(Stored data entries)
* * *

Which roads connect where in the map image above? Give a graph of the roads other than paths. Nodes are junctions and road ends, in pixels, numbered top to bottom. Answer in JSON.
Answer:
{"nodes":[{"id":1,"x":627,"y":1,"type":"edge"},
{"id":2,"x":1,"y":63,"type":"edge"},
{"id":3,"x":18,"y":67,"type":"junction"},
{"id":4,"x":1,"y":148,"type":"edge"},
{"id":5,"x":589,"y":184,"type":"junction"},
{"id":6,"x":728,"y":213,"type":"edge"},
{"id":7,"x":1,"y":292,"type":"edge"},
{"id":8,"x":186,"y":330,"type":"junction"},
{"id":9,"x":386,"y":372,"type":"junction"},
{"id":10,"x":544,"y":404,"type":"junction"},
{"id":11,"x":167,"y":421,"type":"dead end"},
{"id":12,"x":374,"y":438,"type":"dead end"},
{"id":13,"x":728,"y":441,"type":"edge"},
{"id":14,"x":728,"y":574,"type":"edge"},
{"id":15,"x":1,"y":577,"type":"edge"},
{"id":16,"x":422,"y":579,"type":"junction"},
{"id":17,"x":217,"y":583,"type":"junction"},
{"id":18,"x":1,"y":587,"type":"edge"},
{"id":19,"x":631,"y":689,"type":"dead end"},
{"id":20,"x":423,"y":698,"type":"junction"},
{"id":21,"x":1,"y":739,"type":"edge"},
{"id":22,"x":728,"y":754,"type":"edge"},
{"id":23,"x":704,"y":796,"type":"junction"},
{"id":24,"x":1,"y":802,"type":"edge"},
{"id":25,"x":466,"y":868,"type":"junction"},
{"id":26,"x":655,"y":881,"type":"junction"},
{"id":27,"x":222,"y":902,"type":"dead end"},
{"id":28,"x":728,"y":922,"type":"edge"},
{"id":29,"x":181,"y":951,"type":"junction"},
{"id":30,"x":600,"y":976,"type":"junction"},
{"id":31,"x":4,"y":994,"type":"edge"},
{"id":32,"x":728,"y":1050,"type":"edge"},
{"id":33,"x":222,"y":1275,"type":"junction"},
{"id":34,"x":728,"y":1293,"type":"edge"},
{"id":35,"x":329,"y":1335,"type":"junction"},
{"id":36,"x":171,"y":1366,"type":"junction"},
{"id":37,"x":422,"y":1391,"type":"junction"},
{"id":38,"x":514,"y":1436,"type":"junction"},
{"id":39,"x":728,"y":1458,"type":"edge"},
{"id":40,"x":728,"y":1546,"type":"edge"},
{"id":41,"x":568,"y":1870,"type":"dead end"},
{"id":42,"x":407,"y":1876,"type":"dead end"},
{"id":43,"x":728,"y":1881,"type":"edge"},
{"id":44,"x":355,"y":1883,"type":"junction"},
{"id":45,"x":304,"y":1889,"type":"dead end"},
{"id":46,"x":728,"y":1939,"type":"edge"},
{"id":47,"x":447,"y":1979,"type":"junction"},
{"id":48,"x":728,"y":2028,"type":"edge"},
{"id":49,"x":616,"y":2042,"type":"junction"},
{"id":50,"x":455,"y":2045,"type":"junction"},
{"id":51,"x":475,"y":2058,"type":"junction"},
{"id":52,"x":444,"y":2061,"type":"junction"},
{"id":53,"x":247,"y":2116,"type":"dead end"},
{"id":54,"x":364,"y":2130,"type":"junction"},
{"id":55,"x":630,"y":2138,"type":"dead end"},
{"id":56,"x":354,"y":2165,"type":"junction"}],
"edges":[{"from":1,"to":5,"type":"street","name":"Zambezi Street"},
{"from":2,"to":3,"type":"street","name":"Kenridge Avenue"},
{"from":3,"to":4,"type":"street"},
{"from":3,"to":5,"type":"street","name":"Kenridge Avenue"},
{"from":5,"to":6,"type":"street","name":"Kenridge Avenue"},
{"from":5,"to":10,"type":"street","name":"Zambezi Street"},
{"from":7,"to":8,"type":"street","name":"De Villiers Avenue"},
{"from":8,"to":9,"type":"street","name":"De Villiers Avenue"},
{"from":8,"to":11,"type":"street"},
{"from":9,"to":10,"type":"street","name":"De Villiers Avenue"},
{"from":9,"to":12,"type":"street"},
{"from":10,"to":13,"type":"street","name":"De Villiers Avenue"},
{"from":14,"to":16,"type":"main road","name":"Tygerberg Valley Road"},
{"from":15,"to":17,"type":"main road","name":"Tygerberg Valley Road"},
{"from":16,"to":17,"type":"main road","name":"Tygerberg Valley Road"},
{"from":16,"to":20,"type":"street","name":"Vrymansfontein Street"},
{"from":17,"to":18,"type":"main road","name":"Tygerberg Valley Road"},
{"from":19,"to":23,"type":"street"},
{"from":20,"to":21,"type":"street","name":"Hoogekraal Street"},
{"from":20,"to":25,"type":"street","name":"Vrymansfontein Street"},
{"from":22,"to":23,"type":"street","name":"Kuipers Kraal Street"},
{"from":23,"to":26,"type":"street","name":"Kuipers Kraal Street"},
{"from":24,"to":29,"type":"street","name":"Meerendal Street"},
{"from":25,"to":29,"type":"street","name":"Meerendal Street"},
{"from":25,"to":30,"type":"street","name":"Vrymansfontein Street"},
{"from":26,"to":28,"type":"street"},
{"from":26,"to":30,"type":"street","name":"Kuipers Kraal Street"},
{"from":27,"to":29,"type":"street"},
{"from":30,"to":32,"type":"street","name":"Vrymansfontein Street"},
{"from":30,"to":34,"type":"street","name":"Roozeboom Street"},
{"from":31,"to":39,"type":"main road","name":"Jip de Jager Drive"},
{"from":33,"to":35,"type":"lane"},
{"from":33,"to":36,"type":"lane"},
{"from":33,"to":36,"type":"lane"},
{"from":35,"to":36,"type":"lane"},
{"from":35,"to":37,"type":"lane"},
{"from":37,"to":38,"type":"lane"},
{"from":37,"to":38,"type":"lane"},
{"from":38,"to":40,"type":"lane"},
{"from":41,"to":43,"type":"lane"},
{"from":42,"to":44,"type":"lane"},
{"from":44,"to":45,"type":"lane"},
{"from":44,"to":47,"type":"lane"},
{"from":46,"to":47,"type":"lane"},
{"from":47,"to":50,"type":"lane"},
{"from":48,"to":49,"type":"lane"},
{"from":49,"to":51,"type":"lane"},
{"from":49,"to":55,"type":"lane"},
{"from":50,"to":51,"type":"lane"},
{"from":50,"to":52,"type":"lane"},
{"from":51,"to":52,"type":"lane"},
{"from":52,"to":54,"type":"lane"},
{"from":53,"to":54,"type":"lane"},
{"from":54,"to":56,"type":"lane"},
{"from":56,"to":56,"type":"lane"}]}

* * *

Aim of the exercise: Copy out the lines above with "Villiers" in them.

Reply:
{"from":7,"to":8,"type":"street","name":"De Villiers Avenue"},
{"from":8,"to":9,"type":"street","name":"De Villiers Avenue"},
{"from":9,"to":10,"type":"street","name":"De Villiers Avenue"},
{"from":10,"to":13,"type":"street","name":"De Villiers Avenue"},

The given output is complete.